▶ Exercise directions: Transcribe all the records with complete accuracy.

(Dataset excerpts)

━━━━━━━━━━

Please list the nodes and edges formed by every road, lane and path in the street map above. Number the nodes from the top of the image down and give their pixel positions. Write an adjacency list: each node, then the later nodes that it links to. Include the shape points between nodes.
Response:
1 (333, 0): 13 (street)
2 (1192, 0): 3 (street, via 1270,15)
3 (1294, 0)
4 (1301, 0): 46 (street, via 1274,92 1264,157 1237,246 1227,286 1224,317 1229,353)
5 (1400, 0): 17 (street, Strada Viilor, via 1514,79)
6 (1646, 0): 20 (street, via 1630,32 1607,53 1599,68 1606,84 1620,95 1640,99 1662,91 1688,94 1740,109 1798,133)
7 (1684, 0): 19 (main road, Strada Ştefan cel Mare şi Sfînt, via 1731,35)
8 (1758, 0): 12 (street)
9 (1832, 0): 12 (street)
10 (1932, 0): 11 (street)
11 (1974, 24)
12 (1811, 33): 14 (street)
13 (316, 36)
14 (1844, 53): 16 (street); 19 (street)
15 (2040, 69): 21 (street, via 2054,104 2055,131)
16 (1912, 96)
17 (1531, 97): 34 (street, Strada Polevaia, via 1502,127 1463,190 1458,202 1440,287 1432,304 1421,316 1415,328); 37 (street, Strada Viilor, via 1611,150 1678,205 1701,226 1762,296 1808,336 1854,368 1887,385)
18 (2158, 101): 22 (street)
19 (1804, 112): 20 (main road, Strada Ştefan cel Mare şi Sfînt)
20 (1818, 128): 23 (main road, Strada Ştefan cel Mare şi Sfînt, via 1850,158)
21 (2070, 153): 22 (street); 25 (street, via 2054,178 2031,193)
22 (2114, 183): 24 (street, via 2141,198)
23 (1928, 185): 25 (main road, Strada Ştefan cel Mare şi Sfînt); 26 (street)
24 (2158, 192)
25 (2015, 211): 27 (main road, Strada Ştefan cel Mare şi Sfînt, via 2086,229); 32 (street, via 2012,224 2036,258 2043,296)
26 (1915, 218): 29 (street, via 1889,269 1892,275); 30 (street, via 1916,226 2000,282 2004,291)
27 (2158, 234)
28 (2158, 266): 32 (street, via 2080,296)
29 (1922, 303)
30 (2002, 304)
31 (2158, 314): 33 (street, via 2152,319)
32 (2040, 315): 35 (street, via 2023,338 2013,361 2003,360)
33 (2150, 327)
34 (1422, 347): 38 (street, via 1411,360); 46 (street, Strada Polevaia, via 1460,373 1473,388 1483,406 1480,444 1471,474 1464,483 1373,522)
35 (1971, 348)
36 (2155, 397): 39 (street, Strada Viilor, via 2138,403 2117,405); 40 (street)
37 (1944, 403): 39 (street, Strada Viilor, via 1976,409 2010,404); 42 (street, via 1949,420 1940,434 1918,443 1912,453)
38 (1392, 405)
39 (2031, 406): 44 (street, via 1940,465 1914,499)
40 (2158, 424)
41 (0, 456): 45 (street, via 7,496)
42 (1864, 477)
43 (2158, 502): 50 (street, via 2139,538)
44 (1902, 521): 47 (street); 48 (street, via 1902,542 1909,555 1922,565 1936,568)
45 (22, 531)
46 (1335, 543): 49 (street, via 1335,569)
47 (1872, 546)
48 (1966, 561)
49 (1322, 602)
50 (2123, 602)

━━━━━━━━━━

▶ Answer area:
Please list the nodes and edges formed by every road, lane and path in the street map above. Number the nodes from the top of the image down and give their pixel positions. Write an adjacency list: each node, then the later nodes that it links to. Include the shape points between nodes.
Response:
1 (333, 0): 13 (street)
2 (1192, 0): 3 (street, via 1270,15)
3 (1294, 0)
4 (1301, 0): 46 (street, via 1274,92 1264,157 1237,246 1227,286 1224,317 1229,353)
5 (1400, 0): 17 (street, Strada Viilor, via 1514,79)
6 (1646, 0): 20 (street, via 1630,32 1607,53 1599,68 1606,84 1620,95 1640,99 1662,91 1688,94 1740,109 1798,133)
7 (1684, 0): 19 (main road, Strada Ştefan cel Mare şi Sfînt, via 1731,35)
8 (1758, 0): 12 (street)
9 (1832, 0): 12 (street)
10 (1932, 0): 11 (street)
11 (1974, 24)
12 (1811, 33): 14 (street)
13 (316, 36)
14 (1844, 53): 16 (street); 19 (street)
15 (2040, 69): 21 (street, via 2054,104 2055,131)
16 (1912, 96)
17 (1531, 97): 34 (street, Strada Polevaia, via 1502,127 1463,190 1458,202 1440,287 1432,304 1421,316 1415,328); 37 (street, Strada Viilor, via 1611,150 1678,205 1701,226 1762,296 1808,336 1854,368 1887,385)
18 (2158, 101): 22 (street)
19 (1804, 112): 20 (main road, Strada Ştefan cel Mare şi Sfînt)
20 (1818, 128): 23 (main road, Strada Ştefan cel Mare şi Sfînt, via 1850,158)
21 (2070, 153): 22 (street); 25 (street, via 2054,178 2031,193)
22 (2114, 183): 24 (street, via 2141,198)
23 (1928, 185): 25 (main road, Strada Ştefan cel Mare şi Sfînt); 26 (street)
24 (2158, 192)
25 (2015, 211): 27 (main road, Strada Ştefan cel Mare şi Sfînt, via 2086,229); 32 (street, via 2012,224 2036,258 2043,296)
26 (1915, 218): 29 (street, via 1889,269 1892,275); 30 (street, via 1916,226 2000,282 2004,291)
27 (2158, 234)
28 (2158, 266): 32 (street, via 2080,296)
29 (1922, 303)
30 (2002, 304)
31 (2158, 314): 33 (street, via 2152,319)
32 (2040, 315): 35 (street, via 2023,338 2013,361 2003,360)
33 (2150, 327)
34 (1422, 347): 38 (street, via 1411,360); 46 (street, Strada Polevaia, via 1460,373 1473,388 1483,406 1480,444 1471,474 1464,483 1373,522)
35 (1971, 348)
36 (2155, 397): 39 (street, Strada Viilor, via 2138,403 2117,405); 40 (street)
37 (1944, 403): 39 (street, Strada Viilor, via 1976,409 2010,404); 42 (street, via 1949,420 1940,434 1918,443 1912,453)
38 (1392, 405)
39 (2031, 406): 44 (street, via 1940,465 1914,499)
40 (2158, 424)
41 (0, 456): 45 (street, via 7,496)
42 (1864, 477)
43 (2158, 502): 50 (street, via 2139,538)
44 (1902, 521): 47 (street); 48 (street, via 1902,542 1909,555 1922,565 1936,568)
45 (22, 531)
46 (1335, 543): 49 (street, via 1335,569)
47 (1872, 546)
48 (1966, 561)
49 (1322, 602)
50 (2123, 602)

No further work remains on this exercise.